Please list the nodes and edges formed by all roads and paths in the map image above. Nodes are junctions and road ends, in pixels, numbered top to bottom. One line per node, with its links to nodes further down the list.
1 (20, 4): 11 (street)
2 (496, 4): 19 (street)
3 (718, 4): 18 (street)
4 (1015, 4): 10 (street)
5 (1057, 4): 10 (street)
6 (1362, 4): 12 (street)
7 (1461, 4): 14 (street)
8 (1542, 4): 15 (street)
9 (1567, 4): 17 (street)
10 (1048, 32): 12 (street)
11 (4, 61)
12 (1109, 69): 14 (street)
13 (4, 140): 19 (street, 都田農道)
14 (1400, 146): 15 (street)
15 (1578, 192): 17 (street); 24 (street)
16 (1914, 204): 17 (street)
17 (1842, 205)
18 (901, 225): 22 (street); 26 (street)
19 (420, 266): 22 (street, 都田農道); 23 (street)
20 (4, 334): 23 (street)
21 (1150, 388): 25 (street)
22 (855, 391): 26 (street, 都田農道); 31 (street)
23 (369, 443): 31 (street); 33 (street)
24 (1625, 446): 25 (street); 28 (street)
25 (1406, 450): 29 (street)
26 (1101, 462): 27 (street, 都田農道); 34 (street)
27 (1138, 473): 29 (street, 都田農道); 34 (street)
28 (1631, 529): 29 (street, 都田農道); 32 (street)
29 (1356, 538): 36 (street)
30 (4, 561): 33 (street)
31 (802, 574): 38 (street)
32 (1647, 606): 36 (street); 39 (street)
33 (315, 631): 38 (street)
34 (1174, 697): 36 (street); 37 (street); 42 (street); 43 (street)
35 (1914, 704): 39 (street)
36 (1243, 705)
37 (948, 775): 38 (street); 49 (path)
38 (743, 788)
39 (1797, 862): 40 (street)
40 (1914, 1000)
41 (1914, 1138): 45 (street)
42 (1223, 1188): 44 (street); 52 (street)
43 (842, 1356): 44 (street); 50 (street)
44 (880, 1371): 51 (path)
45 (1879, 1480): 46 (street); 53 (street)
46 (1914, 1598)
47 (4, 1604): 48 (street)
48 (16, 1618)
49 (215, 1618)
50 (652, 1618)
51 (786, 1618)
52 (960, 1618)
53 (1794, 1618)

• _TASK PROMPT_
Using the records given above, list every line that includes the word "都田農道".

• _EXPECTED ANSWER_
13 (4, 140): 19 (street, 都田農道)
19 (420, 266): 22 (street, 都田農道); 23 (street)
22 (855, 391): 26 (street, 都田農道); 31 (street)
26 (1101, 462): 27 (street, 都田農道); 34 (street)
27 (1138, 473): 29 (street, 都田農道); 34 (street)
28 (1631, 529): 29 (street, 都田農道); 32 (street)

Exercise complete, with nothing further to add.